Task description: Report the lines of the data below that contain the string "evenodd".

*** Study material Section Begins ***

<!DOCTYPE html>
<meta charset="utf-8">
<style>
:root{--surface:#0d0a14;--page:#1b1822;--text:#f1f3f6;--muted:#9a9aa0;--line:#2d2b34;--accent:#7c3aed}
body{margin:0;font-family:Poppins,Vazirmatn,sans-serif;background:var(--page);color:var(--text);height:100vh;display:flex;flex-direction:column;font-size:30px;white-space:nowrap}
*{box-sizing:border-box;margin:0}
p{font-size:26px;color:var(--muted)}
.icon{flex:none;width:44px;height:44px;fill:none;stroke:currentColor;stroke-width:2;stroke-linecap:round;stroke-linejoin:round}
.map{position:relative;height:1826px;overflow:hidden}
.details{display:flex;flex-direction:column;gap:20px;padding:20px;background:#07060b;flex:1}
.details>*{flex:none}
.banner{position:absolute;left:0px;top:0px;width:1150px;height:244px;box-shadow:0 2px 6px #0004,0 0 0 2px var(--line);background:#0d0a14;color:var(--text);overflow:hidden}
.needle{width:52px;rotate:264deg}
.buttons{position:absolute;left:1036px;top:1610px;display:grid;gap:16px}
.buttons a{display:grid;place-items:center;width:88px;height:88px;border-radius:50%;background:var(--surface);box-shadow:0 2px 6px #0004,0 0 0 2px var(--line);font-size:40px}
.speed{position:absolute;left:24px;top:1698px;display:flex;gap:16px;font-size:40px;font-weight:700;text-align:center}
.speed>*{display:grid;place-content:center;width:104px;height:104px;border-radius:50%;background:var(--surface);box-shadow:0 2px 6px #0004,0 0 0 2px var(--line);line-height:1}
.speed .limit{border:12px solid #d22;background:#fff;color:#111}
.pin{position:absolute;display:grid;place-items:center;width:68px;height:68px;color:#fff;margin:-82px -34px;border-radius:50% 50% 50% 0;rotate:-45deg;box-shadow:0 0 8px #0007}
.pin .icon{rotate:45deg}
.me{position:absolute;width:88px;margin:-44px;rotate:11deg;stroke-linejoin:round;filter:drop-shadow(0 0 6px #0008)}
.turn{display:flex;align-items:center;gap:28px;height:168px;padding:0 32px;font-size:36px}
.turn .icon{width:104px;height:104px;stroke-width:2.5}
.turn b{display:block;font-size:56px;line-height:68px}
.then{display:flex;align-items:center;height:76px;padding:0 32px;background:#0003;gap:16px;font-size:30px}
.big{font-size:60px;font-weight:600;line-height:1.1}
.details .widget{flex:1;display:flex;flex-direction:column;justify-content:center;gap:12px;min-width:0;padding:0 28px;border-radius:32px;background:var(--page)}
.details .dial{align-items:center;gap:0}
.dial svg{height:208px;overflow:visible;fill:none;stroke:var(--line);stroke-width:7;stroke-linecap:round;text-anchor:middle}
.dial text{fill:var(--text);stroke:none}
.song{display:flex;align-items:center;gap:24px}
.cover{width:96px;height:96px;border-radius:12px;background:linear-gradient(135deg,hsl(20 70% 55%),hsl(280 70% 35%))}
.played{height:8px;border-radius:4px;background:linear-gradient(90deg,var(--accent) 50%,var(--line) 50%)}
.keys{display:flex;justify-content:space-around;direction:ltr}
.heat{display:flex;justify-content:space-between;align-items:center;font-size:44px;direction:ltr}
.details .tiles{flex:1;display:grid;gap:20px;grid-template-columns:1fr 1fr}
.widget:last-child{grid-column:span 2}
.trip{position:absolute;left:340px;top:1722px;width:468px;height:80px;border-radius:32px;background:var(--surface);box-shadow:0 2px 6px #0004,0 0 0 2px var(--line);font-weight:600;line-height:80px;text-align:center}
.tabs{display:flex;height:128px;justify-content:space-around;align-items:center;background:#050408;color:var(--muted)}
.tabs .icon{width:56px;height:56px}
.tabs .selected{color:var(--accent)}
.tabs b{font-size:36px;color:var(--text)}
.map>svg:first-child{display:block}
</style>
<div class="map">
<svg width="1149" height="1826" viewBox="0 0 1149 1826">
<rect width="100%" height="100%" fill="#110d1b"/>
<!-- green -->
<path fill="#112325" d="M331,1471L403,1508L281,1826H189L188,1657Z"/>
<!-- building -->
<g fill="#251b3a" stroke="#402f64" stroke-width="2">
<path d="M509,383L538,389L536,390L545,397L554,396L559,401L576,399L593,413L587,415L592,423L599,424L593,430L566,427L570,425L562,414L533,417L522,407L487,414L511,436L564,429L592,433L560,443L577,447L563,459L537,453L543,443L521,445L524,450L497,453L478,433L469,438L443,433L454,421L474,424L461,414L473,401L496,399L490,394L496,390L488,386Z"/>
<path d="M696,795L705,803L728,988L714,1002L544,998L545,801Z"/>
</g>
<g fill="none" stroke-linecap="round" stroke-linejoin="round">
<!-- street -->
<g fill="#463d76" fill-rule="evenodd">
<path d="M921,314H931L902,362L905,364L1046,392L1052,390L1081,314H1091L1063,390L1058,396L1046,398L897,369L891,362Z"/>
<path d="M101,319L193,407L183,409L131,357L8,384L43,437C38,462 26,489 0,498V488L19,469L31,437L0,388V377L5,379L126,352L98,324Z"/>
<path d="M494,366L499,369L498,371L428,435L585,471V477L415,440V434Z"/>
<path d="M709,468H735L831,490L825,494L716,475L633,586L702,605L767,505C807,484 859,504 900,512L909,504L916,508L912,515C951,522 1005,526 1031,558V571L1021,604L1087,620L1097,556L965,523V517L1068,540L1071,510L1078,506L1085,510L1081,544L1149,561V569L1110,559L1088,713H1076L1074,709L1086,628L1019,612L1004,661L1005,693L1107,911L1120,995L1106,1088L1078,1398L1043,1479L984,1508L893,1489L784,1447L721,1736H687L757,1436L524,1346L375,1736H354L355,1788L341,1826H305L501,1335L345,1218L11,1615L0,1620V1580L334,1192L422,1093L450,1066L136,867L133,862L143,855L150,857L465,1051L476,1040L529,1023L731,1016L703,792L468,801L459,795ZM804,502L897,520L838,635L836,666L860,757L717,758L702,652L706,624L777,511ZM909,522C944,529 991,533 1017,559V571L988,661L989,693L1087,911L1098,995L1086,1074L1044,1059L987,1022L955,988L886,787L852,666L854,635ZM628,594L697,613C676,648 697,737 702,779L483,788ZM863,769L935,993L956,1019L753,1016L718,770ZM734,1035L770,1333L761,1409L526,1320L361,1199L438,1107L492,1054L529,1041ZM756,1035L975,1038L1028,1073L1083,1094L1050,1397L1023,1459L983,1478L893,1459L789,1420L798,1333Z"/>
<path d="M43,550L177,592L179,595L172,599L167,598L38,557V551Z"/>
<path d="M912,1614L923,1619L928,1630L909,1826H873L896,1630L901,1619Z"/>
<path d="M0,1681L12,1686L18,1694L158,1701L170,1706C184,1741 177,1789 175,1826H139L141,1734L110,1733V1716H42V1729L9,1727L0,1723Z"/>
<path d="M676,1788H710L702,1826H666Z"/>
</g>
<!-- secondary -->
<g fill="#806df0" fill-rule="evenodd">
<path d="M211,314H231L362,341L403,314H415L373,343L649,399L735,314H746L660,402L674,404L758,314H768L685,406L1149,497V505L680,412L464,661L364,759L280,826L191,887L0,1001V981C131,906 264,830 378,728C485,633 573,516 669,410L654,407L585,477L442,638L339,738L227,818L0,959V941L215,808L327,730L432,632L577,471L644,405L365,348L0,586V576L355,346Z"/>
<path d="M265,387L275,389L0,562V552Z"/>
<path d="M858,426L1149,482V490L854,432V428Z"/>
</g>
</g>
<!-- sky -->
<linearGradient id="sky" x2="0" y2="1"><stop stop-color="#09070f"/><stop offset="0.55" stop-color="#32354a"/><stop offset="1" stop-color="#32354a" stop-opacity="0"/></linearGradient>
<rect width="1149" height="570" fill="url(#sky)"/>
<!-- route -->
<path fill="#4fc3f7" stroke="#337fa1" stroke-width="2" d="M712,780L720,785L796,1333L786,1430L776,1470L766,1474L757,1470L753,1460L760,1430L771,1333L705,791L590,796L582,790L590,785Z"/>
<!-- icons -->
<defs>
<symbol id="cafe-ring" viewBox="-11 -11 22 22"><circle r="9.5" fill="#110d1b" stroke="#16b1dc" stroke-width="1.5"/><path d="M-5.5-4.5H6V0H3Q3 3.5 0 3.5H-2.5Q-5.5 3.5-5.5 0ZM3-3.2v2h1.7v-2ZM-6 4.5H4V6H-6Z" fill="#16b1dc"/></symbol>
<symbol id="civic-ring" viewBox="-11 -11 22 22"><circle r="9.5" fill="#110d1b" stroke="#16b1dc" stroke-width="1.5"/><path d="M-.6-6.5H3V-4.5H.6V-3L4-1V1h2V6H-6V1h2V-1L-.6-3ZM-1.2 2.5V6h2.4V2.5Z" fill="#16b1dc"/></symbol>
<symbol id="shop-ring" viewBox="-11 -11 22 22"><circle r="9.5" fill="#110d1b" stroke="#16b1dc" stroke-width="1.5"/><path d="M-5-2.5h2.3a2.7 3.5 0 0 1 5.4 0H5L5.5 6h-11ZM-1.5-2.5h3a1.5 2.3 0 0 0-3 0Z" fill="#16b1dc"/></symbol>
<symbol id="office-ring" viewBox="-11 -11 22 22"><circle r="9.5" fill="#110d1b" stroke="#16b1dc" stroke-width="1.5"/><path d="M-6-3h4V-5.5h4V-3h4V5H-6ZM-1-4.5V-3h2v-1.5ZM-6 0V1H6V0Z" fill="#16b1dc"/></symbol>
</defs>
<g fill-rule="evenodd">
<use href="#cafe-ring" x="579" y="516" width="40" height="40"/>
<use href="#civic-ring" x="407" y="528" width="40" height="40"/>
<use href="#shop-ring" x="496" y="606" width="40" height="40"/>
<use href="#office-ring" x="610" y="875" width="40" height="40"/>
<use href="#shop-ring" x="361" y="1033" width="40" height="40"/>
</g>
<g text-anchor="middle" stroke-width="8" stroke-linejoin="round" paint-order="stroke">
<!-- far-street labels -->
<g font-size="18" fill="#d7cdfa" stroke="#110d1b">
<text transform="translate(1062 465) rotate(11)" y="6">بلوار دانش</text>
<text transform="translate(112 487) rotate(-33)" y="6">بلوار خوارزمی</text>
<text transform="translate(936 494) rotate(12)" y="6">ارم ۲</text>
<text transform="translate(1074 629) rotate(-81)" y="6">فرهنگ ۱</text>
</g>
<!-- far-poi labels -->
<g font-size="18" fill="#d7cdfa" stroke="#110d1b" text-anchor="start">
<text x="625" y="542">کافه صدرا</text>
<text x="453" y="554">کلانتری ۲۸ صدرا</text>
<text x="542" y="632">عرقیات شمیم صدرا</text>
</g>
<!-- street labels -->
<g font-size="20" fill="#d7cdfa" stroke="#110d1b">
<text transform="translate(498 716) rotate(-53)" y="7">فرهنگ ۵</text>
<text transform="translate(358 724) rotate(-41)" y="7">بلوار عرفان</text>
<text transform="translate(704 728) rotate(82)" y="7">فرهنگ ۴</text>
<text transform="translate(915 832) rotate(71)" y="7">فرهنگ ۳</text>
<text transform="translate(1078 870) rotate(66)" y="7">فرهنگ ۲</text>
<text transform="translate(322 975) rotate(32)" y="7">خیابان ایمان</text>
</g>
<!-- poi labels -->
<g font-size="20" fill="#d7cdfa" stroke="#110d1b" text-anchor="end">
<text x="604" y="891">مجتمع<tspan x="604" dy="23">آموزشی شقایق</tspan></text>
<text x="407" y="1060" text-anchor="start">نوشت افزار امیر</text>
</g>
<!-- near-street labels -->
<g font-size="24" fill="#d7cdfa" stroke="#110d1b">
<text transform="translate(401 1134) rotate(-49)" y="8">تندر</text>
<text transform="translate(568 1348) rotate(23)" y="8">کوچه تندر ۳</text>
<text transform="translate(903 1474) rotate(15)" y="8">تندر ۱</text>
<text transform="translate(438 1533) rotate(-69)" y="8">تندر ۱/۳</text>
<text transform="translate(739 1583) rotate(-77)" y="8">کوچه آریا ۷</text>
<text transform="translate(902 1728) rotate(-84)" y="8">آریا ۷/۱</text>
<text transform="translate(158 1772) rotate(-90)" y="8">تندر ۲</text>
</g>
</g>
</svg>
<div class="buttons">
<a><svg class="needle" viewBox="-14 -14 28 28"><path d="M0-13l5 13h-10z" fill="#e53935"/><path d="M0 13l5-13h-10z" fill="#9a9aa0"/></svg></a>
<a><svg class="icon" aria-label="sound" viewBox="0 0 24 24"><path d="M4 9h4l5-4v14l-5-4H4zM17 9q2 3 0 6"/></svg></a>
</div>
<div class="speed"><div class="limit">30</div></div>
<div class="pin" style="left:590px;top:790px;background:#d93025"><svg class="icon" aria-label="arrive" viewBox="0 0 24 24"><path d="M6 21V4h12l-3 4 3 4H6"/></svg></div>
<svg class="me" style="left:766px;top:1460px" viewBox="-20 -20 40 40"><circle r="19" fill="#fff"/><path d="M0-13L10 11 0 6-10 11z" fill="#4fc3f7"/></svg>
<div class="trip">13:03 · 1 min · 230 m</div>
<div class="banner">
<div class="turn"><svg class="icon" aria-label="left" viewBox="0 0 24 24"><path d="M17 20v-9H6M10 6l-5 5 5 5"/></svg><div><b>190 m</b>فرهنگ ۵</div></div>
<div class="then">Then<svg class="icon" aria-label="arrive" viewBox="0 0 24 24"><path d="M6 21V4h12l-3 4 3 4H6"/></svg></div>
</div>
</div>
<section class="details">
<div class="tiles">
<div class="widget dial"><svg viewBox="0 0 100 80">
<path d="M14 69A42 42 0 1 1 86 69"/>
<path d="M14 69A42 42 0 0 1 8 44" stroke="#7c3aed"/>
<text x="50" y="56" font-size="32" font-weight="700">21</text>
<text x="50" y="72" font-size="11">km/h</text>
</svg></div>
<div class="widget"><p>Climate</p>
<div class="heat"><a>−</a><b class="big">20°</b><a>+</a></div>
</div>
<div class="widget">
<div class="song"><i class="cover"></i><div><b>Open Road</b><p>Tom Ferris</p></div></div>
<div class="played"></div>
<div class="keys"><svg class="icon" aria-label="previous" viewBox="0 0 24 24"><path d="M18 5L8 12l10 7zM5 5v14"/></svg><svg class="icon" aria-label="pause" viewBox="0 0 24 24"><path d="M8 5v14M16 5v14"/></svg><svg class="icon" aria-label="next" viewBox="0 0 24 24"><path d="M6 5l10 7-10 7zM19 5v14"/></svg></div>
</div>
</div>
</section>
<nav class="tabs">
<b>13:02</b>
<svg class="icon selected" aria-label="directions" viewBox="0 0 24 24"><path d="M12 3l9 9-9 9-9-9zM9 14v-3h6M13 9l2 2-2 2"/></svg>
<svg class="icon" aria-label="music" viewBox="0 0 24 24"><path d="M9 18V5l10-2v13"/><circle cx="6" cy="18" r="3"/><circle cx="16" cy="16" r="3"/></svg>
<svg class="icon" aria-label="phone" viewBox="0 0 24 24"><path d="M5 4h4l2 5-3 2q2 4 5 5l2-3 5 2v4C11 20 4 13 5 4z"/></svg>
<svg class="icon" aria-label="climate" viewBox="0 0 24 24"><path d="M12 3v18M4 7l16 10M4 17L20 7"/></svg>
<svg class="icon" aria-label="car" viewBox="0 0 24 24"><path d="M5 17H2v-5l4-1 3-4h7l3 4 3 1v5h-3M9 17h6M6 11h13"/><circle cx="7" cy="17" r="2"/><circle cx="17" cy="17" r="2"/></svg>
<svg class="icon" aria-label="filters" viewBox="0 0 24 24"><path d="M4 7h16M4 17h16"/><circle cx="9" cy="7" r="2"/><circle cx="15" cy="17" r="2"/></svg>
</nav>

*** Study material Section Ends ***
*** Study material Section Begins ***

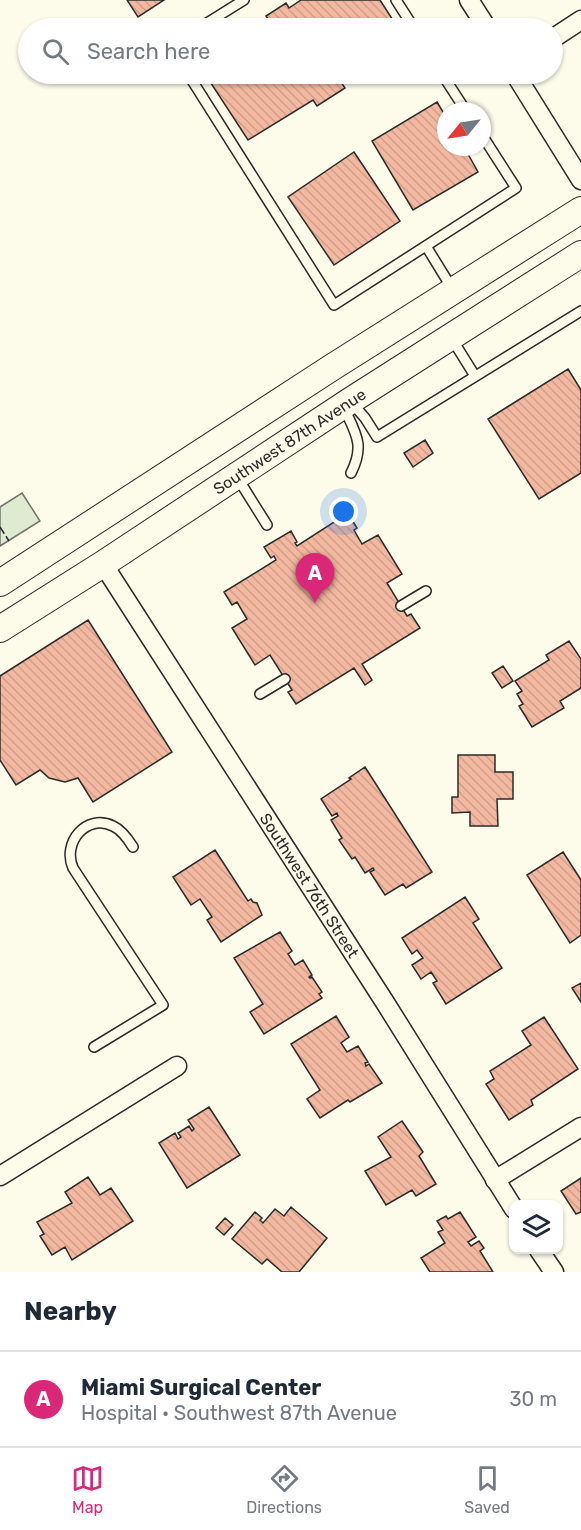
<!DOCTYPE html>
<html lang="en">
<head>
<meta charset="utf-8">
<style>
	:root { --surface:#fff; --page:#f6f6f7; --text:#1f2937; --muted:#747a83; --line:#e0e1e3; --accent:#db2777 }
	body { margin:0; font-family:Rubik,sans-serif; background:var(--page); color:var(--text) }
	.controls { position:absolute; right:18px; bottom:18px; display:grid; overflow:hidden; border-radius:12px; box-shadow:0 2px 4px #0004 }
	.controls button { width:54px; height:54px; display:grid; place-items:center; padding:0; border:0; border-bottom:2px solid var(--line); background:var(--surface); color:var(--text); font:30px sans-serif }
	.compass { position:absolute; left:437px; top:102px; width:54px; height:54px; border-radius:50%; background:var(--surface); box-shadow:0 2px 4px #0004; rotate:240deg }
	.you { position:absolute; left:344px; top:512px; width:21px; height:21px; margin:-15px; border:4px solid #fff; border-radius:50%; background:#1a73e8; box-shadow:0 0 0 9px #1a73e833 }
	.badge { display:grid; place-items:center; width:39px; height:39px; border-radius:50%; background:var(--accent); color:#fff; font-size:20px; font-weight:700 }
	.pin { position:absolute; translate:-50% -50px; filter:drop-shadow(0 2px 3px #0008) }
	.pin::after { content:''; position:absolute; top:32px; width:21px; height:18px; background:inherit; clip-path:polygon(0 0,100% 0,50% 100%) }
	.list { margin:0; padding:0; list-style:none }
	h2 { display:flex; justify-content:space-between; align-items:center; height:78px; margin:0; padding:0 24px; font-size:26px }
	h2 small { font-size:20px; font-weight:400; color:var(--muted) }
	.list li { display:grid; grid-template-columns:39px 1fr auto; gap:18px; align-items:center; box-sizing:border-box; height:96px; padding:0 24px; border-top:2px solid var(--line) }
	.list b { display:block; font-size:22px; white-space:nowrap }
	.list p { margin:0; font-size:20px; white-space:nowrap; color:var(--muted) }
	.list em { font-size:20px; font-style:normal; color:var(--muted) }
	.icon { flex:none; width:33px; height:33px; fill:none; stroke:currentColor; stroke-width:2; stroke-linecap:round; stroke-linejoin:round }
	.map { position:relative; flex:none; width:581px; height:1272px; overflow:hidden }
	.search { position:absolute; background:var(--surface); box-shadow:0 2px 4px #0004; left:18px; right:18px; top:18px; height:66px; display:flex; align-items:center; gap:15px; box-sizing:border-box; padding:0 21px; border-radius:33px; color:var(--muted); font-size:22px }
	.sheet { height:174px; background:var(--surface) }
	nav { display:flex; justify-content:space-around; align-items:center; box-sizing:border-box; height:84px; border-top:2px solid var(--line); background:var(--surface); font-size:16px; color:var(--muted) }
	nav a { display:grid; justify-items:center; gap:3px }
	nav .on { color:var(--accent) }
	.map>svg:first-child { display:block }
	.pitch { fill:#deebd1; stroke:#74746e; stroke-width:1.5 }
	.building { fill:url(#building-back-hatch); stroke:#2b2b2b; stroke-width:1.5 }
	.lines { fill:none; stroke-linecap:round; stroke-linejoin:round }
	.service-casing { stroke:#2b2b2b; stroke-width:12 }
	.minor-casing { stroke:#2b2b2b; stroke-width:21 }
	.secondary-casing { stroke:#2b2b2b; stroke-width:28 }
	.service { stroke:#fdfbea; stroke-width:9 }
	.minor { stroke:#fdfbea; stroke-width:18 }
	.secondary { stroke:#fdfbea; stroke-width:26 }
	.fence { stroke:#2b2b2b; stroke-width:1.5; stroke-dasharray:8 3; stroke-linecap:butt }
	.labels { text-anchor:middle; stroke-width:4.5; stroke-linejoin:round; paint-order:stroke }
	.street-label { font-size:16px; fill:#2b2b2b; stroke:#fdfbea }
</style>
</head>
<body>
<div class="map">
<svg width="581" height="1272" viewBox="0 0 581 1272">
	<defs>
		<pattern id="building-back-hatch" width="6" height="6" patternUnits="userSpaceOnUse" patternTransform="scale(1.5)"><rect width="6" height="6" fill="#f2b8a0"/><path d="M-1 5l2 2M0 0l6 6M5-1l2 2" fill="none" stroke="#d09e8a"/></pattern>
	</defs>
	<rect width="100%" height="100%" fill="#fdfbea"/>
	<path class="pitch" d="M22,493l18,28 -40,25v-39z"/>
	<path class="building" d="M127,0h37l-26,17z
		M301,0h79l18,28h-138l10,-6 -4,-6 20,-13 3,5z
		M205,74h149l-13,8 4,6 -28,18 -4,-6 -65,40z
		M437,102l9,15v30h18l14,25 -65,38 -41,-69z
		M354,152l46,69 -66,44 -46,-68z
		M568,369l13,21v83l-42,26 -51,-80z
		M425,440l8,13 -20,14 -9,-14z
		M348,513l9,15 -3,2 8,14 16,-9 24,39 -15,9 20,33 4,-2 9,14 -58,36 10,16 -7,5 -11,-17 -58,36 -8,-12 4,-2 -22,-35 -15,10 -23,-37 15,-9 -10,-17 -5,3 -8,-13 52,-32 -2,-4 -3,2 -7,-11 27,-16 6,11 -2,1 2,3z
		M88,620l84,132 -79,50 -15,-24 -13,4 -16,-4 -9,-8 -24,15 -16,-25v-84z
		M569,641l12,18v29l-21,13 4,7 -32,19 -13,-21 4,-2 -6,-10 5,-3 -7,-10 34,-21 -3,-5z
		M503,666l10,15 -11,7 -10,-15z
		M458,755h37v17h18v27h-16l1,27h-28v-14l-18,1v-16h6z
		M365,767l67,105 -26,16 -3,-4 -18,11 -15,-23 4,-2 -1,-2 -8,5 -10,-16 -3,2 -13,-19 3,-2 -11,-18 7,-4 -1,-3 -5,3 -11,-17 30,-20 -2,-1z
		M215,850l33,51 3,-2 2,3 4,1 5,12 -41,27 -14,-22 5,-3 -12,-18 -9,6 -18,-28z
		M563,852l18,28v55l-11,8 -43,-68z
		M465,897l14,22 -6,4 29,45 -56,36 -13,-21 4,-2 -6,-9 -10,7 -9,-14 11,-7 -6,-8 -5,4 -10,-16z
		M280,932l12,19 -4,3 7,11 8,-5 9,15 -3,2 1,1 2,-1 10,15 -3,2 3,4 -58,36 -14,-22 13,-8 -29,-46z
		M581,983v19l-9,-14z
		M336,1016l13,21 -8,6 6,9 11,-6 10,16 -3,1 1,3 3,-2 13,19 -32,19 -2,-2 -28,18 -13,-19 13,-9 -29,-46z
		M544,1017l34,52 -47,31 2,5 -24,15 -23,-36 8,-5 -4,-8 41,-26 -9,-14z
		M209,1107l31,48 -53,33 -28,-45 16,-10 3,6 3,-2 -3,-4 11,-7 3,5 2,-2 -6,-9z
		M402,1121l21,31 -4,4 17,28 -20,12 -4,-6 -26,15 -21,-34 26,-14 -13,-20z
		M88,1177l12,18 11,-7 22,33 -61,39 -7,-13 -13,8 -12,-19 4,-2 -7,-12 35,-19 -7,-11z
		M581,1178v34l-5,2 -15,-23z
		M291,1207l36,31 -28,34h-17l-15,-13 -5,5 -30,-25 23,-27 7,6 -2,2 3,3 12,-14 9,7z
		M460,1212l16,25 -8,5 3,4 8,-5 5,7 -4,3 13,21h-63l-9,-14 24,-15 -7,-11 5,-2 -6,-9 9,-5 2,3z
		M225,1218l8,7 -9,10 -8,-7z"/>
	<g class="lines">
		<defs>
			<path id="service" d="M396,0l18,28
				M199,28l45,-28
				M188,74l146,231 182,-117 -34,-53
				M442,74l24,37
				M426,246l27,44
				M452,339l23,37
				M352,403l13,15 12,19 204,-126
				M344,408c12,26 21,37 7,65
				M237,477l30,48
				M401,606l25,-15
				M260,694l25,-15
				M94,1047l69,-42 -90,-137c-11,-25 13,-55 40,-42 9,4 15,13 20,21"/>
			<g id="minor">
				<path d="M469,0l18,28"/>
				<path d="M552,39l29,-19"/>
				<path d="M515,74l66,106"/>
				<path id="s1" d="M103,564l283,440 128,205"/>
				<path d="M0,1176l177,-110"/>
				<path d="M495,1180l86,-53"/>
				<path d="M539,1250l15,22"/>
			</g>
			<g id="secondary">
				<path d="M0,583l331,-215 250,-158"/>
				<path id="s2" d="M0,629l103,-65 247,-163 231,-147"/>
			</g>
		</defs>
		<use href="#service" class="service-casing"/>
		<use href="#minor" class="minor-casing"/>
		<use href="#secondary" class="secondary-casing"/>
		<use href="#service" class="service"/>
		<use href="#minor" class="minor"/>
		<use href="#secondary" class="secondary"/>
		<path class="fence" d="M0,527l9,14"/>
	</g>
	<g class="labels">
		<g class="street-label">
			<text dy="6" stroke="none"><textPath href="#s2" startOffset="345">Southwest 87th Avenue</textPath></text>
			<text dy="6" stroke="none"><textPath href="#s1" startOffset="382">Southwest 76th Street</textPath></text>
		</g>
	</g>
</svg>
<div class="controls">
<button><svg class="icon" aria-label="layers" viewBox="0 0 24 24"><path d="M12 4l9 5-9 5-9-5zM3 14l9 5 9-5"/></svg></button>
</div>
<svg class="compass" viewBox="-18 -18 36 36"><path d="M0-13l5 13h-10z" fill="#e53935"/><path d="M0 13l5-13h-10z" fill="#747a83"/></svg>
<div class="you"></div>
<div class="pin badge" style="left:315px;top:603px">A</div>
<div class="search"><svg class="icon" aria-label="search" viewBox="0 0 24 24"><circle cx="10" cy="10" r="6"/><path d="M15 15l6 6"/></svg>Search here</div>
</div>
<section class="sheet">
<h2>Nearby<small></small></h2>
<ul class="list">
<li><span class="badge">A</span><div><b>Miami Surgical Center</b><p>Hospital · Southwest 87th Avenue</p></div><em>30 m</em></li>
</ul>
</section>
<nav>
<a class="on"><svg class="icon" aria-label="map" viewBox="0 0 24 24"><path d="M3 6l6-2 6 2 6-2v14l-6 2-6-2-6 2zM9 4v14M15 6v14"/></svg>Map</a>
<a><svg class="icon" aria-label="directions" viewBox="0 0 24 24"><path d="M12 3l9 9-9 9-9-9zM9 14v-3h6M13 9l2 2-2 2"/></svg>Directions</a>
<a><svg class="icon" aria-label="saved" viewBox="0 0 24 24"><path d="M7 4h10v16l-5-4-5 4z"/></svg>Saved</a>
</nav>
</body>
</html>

*** Study material Section Ends ***

Answer space:
<g fill="#463d76" fill-rule="evenodd">
<g fill="#806df0" fill-rule="evenodd">
<g fill-rule="evenodd">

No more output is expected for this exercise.